Tenancy lifecycle

Entry condition reports: what to capture, why it matters, and how to do them defensibly

The entry condition report is the document every bond claim is judged against. Here's what to record, what to photograph, and how to handle disagreements when the tenant returns it.

7 min readLast reviewed 2026-05-07

Why this is the most important document of the tenancy

The entry condition report is the document the exit condition report is compared against. Every bond claim turns on this comparison. If the kitchen tap is dripping at exit, the question the tribunal asks is: "was it dripping at entry?" — and the answer is whatever the entry condition report says.

A vague or absent entry condition report is the #1 cause of contested bond claims that go against the landlord at QCAT/NCAT/VCAT. Get this right and most bond disputes resolve themselves.

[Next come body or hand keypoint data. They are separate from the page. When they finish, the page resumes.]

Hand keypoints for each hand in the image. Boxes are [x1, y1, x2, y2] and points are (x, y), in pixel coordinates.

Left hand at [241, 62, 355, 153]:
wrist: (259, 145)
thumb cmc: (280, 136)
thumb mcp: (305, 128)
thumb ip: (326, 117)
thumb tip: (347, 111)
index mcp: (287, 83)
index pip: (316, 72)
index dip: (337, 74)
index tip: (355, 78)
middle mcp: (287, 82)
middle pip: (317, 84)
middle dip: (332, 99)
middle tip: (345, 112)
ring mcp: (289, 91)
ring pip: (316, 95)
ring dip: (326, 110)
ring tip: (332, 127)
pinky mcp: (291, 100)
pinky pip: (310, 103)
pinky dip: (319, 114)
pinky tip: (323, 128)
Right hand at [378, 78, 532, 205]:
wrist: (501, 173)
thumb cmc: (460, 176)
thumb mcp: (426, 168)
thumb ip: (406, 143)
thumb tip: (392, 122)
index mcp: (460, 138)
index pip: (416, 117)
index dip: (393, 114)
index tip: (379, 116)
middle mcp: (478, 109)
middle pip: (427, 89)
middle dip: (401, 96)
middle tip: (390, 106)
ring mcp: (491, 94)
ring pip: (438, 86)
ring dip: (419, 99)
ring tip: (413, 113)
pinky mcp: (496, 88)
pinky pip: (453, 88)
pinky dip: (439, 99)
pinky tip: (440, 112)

When and how it's required

Every Australian state requires an entry condition report at the start of every tenancy. The form is regulator-issued (RTA Form 1a in QLD, NSW Fair Trading equivalent, Consumer Affairs Vic Condition Report, etc.). The flow is:

1. Landlord/agent fills out their version of the report before the tenant moves in, room-by-room. 2. Two copies are given to the tenant at move-in (or within X days of move-in, depending on state — usually 3–7 business days). 3. Tenant has Y days to add their disagreements/additions and return one copy. Y is usually 7 days; check your state. 4. The signed-off report is filed; both parties keep a copy.

If the tenant returns the report with additions, don't argue every point — concede the small things, push back on the inflated ones. The tenant is usually trying to protect themselves, not stitch you up. A report with reasonable additions agreed to in writing is much stronger evidence than one returned blank.

What to record per room

For every room, the standard sections are:

  • Walls — colour, condition, marks/holes/dents.
  • Ceiling — condition, stains.
  • Floor — type (carpet/timber/tile), condition, specific marks.
  • Windows / window coverings — type, condition, working order.
  • Doors / frames — condition, locks working.
  • Light fittings / power points — count, working.
  • Cleanliness — overall.
  • Specific items — kitchen appliances, bathroom fixtures, garden, pool.

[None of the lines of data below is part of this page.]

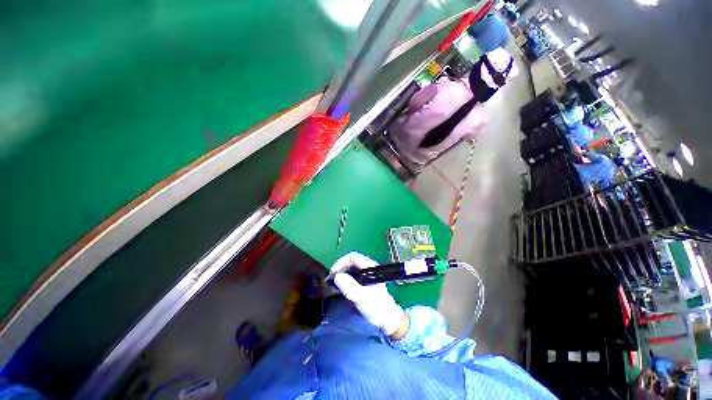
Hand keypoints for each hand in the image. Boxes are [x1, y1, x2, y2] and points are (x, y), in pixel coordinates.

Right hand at [330, 252, 406, 336]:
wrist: (386, 319)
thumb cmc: (376, 307)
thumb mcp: (361, 298)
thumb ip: (349, 287)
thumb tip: (337, 276)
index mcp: (370, 267)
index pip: (352, 257)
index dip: (341, 263)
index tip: (333, 274)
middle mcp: (368, 268)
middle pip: (350, 262)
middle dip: (339, 270)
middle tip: (330, 281)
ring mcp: (366, 275)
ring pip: (350, 270)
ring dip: (341, 276)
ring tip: (333, 286)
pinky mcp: (364, 282)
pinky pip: (351, 277)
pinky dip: (344, 281)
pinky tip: (340, 290)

Be specific. "Wear" is not specific. "Carpet has a 3cm circular brown stain in the NE corner of the master bedroom, present at entry" is specific.

What to photograph

Photos with a date stamp are the gold standard. The Property Journal inspection wizard's per-room photos work for both entry and exit reports. Take photos of:

  • Each room from each corner (so the whole space is captured).
  • Any pre-existing damage you've noted in writing — photos of stains, marks, dents, scratches.
  • Specific items the tenant might later dispute: tap fittings, door hardware, window screens, oven interior, microwave, dishwasher.
  • Condition of the garden / lawn / pool fence at entry.

Don't rely on photos alone — they don't replace the written report — but they massively strengthen it.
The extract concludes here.